The Russian became fourth at the 2015 European Modern Pentathlon Championships, giving her a place at the 2016 Summer Olympics. Although Gubaydullina set a new record in 200 m swimming (2:07.94) at the Olympics, she finished just 15th (following the disqualification of Chen Qian she took the 14th position).

Gubaydullina and Belyakov won the mixed event of the 2017 European Modern Pentathlon Championships in Minsk, Belarus.

At the 2020 Summer Olympics held in Tokyo, Japan in 2021, Gubaydullina started off by showing the best result in swimming, setting an Olympic Record (2:07.31).

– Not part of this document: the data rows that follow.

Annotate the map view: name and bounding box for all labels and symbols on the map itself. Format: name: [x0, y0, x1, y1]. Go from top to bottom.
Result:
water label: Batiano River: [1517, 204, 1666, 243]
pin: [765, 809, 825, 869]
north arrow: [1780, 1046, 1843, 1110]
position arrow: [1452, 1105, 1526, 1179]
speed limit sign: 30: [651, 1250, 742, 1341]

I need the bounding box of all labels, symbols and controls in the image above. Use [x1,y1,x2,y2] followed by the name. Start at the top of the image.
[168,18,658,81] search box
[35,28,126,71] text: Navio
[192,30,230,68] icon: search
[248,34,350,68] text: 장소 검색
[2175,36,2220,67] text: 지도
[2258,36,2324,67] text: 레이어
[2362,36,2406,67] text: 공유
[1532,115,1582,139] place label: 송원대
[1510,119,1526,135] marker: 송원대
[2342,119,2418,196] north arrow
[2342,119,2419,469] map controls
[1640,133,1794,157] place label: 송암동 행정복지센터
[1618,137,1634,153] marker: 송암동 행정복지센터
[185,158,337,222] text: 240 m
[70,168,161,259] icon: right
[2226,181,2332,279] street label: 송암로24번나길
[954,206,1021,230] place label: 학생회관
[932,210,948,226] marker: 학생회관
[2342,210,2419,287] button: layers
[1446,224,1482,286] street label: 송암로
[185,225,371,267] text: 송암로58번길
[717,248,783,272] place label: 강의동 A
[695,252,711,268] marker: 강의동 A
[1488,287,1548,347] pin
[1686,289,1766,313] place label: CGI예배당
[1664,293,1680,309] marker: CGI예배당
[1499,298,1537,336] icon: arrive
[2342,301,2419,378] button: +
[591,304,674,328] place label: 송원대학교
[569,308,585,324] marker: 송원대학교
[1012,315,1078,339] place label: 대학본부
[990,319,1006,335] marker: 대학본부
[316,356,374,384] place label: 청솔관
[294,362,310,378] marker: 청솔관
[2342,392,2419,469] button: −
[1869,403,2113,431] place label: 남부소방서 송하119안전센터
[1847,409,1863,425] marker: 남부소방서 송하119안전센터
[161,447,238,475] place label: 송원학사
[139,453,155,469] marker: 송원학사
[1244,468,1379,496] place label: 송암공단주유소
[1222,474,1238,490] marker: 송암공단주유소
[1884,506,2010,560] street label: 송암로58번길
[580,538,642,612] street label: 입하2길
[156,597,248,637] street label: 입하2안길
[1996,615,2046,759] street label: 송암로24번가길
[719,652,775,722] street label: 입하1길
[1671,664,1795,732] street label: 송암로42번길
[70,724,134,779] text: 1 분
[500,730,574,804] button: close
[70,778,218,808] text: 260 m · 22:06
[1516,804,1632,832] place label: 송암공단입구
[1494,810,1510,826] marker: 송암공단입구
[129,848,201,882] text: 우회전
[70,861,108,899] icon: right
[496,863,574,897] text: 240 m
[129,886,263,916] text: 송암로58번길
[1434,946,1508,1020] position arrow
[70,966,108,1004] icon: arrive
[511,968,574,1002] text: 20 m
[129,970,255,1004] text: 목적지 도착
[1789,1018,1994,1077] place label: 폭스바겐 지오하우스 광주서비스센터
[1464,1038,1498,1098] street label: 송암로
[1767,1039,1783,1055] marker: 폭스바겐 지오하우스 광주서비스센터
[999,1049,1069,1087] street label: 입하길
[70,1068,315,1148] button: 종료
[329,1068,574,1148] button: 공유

However, she was eliminated in the third stage, after her randomly assigned horse 'Saint Boy' refused to continue jumping, leaving her without a medal at the end, although having the 6th best time in the final stage.

She won the 2021 Cup of the President of the Russian Federation (former Kremlin Cup), after winning the fencing, swimming and the final laser run stages.